Silent Invasion: The Untold Story of the Trump Administration, Covid-19, and Preventing the Next Pandemic Before It’s Too Late, is set to be released April 26, according to Harper, an imprint of HarperCollins Publishers.
Birx will also “clarify” which actions helped save lives “yet remained largely unseen,” she said in a statement Monday, and address how to prevent and prepare for a subsequent pandemic.
Birx faced a bumpy road after she was tapped by former Vice President Mike Pence in February 2020 to serve as a White House coronavirus response coordinator. According to a July 2020 New York Times article, Birx showed Trump and his team “optimistic data suggesting the virus would disappear,” leading House Speaker Nancy Pelosi to say she was not confident in Birx while slamming Trump for “spreading disinformation” about coronavirus (Birx later denied the Times report). Birx also faced backlash after traveling to visit family members outside her household over Thanksgiving weekend in 2020, against the Centers for Disease Control and Prevention recommendations and her own public health advice. She later defended her decision, saying members of her family had become “deeply depressed” after ten months in quarantine. When Birx announced her plans to retire from government work in December 2020, she indicated it was in large part over the backlash she’d faced for her Thanksgiving trip.

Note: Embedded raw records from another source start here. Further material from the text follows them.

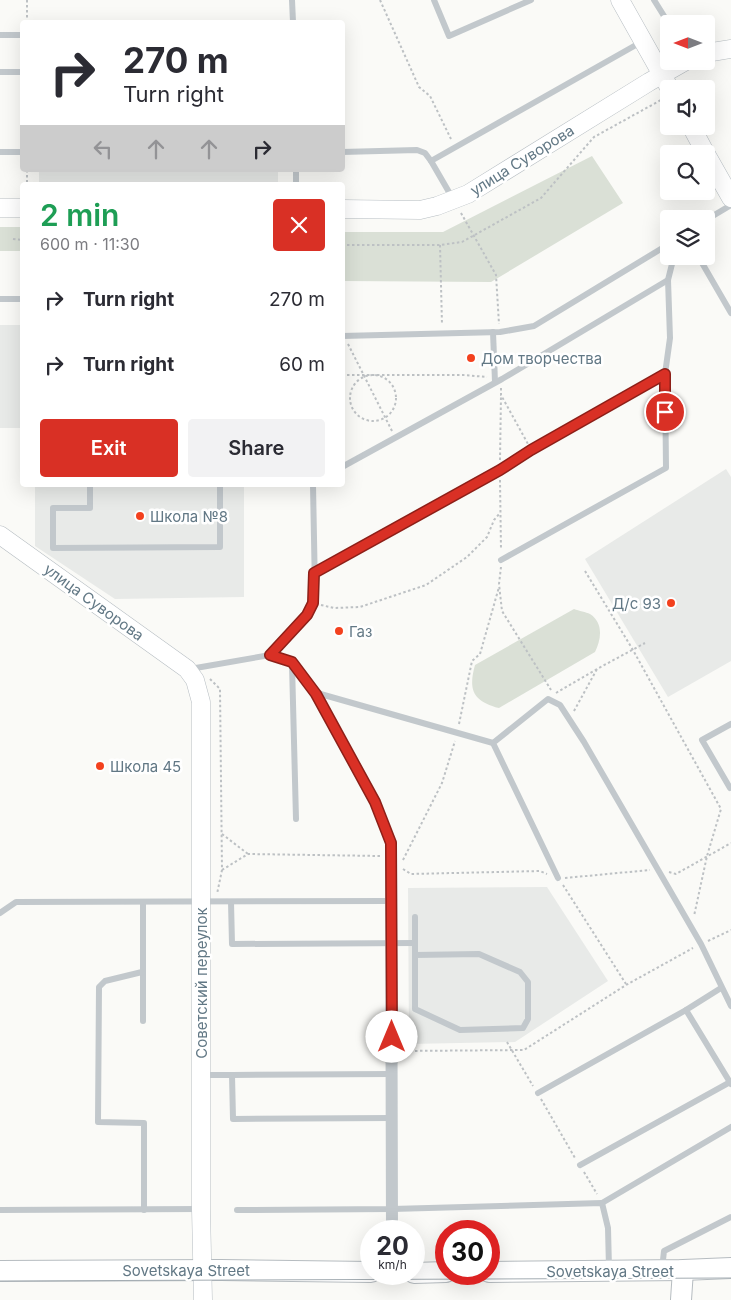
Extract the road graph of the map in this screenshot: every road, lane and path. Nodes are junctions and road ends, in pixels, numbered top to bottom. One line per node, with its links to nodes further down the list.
1 (27, 0): 9 (path)
2 (292, 0): 10 (lane)
3 (380, 0): 23 (path)
4 (434, 0): 5 (lane)
5 (531, 0)
6 (620, 0): 13 (street)
7 (654, 0): 8 (lane)
8 (663, 15)
9 (27, 20)
10 (292, 20)
11 (0, 35): 12 (lane)
12 (20, 35)
13 (643, 41): 19 (street); 23 (lane)
14 (731, 49): 15 (street)
15 (715, 52)
16 (679, 70): 20 (street, улица Суворова)
17 (0, 72): 18 (lane)
18 (20, 72)
19 (662, 80)
20 (671, 80)
21 (660, 90): 30 (street, улица Суворова)
22 (660, 91): 36 (path)
23 (454, 147): 27 (lane)
24 (0, 152): 25 (lane)
25 (20, 152)
26 (345, 152): 27 (lane)
27 (431, 161): 30 (lane)
28 (715, 170): 29 (street)
29 (731, 198)
30 (453, 200): 34 (street, улица Суворова); 36 (path)
31 (731, 205): 35 (lane)
32 (0, 208): 33 (street)
33 (20, 208)
34 (345, 210)
35 (715, 215)
36 (475, 236): 40 (path); 48 (path)
37 (13, 238): 38 (path)
38 (20, 240)
39 (345, 245): 40 (path)
40 (440, 245): 49 (path)
41 (660, 249): 48 (lane)
42 (672, 265): 44 (lane)
43 (703, 265): 47 (lane)
44 (668, 280): 52 (lane); 56 (lane)
45 (0, 299): 46 (lane)
46 (20, 299)
47 (731, 313)
48 (497, 332): 49 (lane); 56 (lane)
49 (442, 333): 50 (lane)
50 (345, 336)
51 (345, 340): 55 (path)
52 (665, 374): 59 (lane); 66 (lane)
53 (345, 375): 55 (path)
54 (373, 375): 55 (path); 56 (path); 57 (path)
55 (363, 376): 57 (path); 57 (path)
56 (497, 380): 58 (lane); 59 (path)
57 (385, 417): 58 (path)
58 (395, 437): 60 (lane)
59 (531, 450): 68 (lane)
60 (345, 464)
61 (90, 487): 62 (lane)
62 (220, 487)
63 (313, 487): 68 (lane)
64 (500, 513): 69 (path)
65 (0, 535): 74 (street, улица Суворова)
66 (502, 560)
67 (585, 572): 71 (path)
68 (314, 573): 69 (lane)
69 (313, 603): 72 (lane)
70 (645, 643): 71 (path)
71 (633, 650): 75 (path); 87 (path)
72 (270, 655): 73 (lane); 74 (lane)
73 (292, 662): 76 (lane); 82 (lane)
74 (193, 668): 83 (path); 92 (street, Советский переулок)
75 (597, 669): 77 (path); 78 (path)
76 (316, 694): 80 (lane); 84 (lane)
77 (554, 695)
78 (570, 720): 80 (lane); 88 (lane)
79 (731, 724): 81 (lane)
80 (493, 744): 89 (lane)
81 (731, 787)
82 (296, 820)
83 (222, 834): 86 (path); 92 (path)
84 (391, 843): 90 (street)
85 (731, 843): 87 (path)
86 (248, 854)
87 (707, 856): 88 (path); 96 (path)
88 (658, 870): 89 (path); 96 (lane)
89 (558, 878): 103 (path)
90 (391, 901): 93 (lane); 99 (street)
91 (142, 902): 92 (lane); 94 (lane); 102 (lane)
92 (208, 902): 93 (lane); 112 (street, Советский переулок)
93 (231, 902): 99 (lane)
94 (0, 914)
95 (414, 917): 98 (lane)
96 (692, 928): 100 (lane)
97 (731, 930): 100 (path)
98 (415, 943): 99 (lane); 101 (lane)
99 (391, 944): 111 (street)
100 (701, 944): 103 (path); 104 (lane)
101 (415, 954): 101 (lane)
102 (142, 972): 107 (lane); 123 (lane)
103 (626, 985): 110 (path)
104 (721, 988): 105 (lane); 106 (lane)
105 (731, 1006)
106 (686, 1010): 114 (lane); 115 (lane)
107 (142, 1022)
108 (507, 1042): 110 (path)
109 (404, 1051): 110 (path)
110 (512, 1051): 115 (path)
111 (392, 1074): 113 (lane); 116 (street)
112 (202, 1075): 113 (lane); 120 (street, Советский переулок)
113 (232, 1075): 116 (lane)
114 (730, 1083): 118 (lane)
115 (538, 1093): 118 (path)
116 (392, 1118): 121 (street)
117 (731, 1128): 119 (lane)
118 (580, 1165): 119 (path)
119 (602, 1203): 121 (lane); 130 (lane)
120 (201, 1209): 123 (lane); 129 (street, Советский переулок)
121 (392, 1209): 124 (lane); 126 (street)
122 (0, 1210): 123 (lane)
123 (144, 1210)
124 (237, 1210)
125 (731, 1216): 131 (lane)
126 (392, 1220)
127 (731, 1268): 132 (main road, Sovetskaya Street)
128 (0, 1270): 129 (main road, Sovetskaya Street)
129 (201, 1270): 133 (main road, Sovetskaya Street); 135 (street, Советский переулок)
130 (609, 1270): 131 (main road, Sovetskaya Street); 134 (main road, Sovetskaya Street)
131 (662, 1270): 132 (main road, Sovetskaya Street)
132 (682, 1270): 136 (main road)
133 (360, 1272)
134 (500, 1272)
135 (203, 1300)
136 (681, 1300)

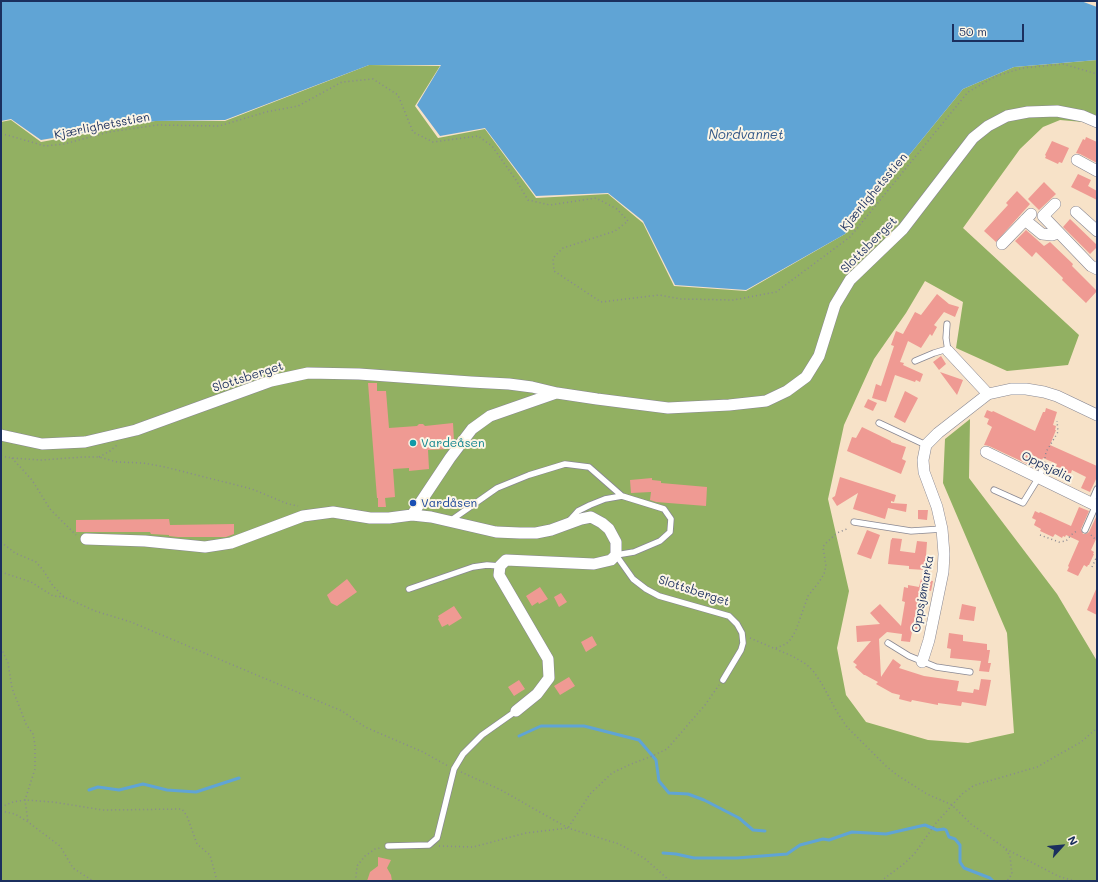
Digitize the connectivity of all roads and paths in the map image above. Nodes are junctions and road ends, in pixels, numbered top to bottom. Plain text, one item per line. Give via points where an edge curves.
1 (1097, 74) edge
2 (1097, 122) edge
3 (1, 134) edge
4 (1077, 160) dead end
5 (1097, 171) edge
6 (1055, 204) dead end
7 (1076, 212) dead end
8 (1097, 230) edge
9 (1058, 233) junction
10 (1002, 244) dead end
11 (1097, 269) edge
12 (947, 324) dead end
13 (948, 351) junction
14 (915, 361) dead end
15 (557, 393) junction
16 (988, 394) junction
17 (1097, 414) edge
18 (1057, 421) dead end
19 (879, 424) dead end
20 (1, 435) edge
21 (926, 445) junction
22 (986, 452) dead end
23 (1, 456) edge
24 (12, 458) junction
25 (1044, 466) joint
26 (1039, 477) junction
27 (1097, 489) edge
28 (994, 490) dead end
29 (622, 496) junction
30 (1095, 505) edge
31 (303, 507) dead end
32 (412, 515) junction
33 (450, 521) junction
34 (854, 522) dead end
35 (861, 523) junction
36 (566, 524) junction
37 (942, 529) junction
38 (1086, 530) junction
39 (1040, 535) dead end
40 (86, 539) joint
41 (1097, 541) edge
42 (1, 542) edge
43 (616, 555) junction
44 (1097, 556) edge
45 (500, 566) junction
46 (1092, 567) dead end
47 (1, 572) edge
48 (409, 589) dead end
49 (64, 597) junction
50 (742, 633) junction
51 (888, 643) dead end
52 (1, 648) edge
53 (776, 648) junction
54 (922, 662) junction
55 (970, 672) dead end
56 (722, 680) joint
57 (516, 711) joint
58 (1097, 728) edge
59 (454, 769) junction
60 (25, 800) junction
61 (952, 805) junction
62 (1, 807) edge
63 (1, 811) edge
64 (28, 822) junction
65 (568, 828) junction
66 (429, 845) junction
67 (388, 846) joint
68 (1005, 848) junction
69 (93, 881) edge
70 (217, 881) edge
71 (358, 881) edge
72 (670, 881) edge
73 (881, 881) edge
74 (1007, 881) edge
75 (1074, 881) edge

1 - 3 path, Kjærlighetsstien via 1063,64 1023,68 996,76 968,92 850,237 776,292 733,300 681,299 659,295 601,302 554,271 554,258 563,248 615,231 628,221 617,209 596,198 550,205 528,200 492,146 478,136 433,142 413,132 398,95 373,79 342,82 298,106 266,112 219,126 156,125 45,146
2 - 15 street, Slottsberget via 1083,116 1057,111 1028,112 1007,116 973,138 903,229 850,280 836,305 819,356 806,377 787,391 766,401 668,408
4 - 5 street
6 - 9 street via 1044,216
7 - 8 street
9 - 10 street via 1042,234 1028,217
9 - 11 street
12 - 13 lane
13 - 14 lane via 934,353
13 - 16 street
15 - 20 street, Slottsberget via 509,384 308,373 271,381 136,430 86,442 42,444
15 - 32 street, Slottsberget via 490,416 472,429
16 - 17 street via 1011,389 1044,392
16 - 21 street
18 - 25 path via 1058,432 1046,452
19 - 21 lane
21 - 37 street, Oppsjømarka via 924,472
22 - 26 street, Oppsjølia
23 - 24 path
24 - 31 path via 41,460 83,456 117,462 143,463 252,489 288,504
24 - 40 path via 32,480 50,509 78,536
25 - 26 lane
26 - 28 lane via 1024,503
26 - 30 street, Oppsjølia
27 - 30 lane
29 - 33 lane, Slottsberget via 589,467 565,464 497,488
29 - 36 lane, Slottsberget via 590,505 578,511
29 - 43 lane, Slottsberget via 664,509 671,519 670,532 660,541 634,552
30 - 38 lane
32 - 33 street, Slottsberget
32 - 40 street, Slottsberget via 370,518 333,512 303,516 231,543 206,547
33 - 36 street, Slottsberget via 496,532 520,533 536,533
34 - 35 lane
35 - 37 lane via 911,531
35 - 53 path via 837,533 825,544 824,574 808,596 791,638 786,644
36 - 43 street, Slottsberget via 590,517 602,523 609,529 616,542
37 - 54 street, Oppsjømarka via 943,572
38 - 39 path via 1076,531 1066,541 1059,542
38 - 41 path
42 - 49 path via 15,553 36,562
43 - 45 street, Slottsberget via 611,560 594,564 506,560
43 - 50 lane, Slottsberget via 634,579 646,589 659,596 729,616
44 - 46 path
45 - 48 lane via 473,567
45 - 57 street via 499,575 548,658 549,678 537,694
47 - 49 path via 31,582 53,596
49 - 59 path via 95,611 131,622 342,711 365,727 423,752
50 - 53 path via 757,642
50 - 56 lane via 741,650
51 - 54 lane
52 - 60 path via 8,663 12,688 26,724 33,734 35,745 35,769
53 - 61 path via 806,664 814,672 848,727 886,766 927,794
54 - 55 lane via 936,667
56 - 65 path via 705,705 667,749 612,773 590,794
57 - 59 lane via 482,735 463,754
58 - 61 path via 1081,742 1037,767 973,786
59 - 65 path via 502,790
59 - 66 lane via 437,838
60 - 62 path
60 - 64 path
60 - 70 path via 103,810 182,808 197,844 210,855
61 - 68 path via 971,824
61 - 73 path via 936,822 916,853
63 - 64 path via 15,814
64 - 69 path via 60,846 73,868
65 - 66 path via 526,834 473,847
65 - 72 path via 619,844 644,858
66 - 67 lane
67 - 71 path via 365,856 357,866
68 - 74 path via 1010,856 1012,874
68 - 75 path via 1058,876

After Trump left office, Birx became more outspoken about the mistakes made during his term, claiming in January 2021 she constantly considered quitting her role and that the Trump Administration’s coronavirus response was impeded by pressure from the president’s reelection campaign and members of Trump’s circle who thought the pandemic was a hoax. One of the most memorable moments of Birx’s White House tenure was in April 2020, when Trump looked to her during a White House press conference and asked if injecting disinfectant or ultraviolet into coronavirus patients could potentially to “knock out” the virus. Birx briefly addressed his comments and said neither could be used as a treatment at the time, but cases of accidental poisonings using bleach, disinfectants, ivermectin and other unproven “coronavirus cures” among Americans rose significantly compared to prepandemic levels. In March 2021, Birx said she felt “extraordinarily uncomfortable” during the episode and said she thinks about that moment every day. Birx has continued to face backlash for waiting until leaving the White House to speak out publicly against the Trump Administration’s decisions.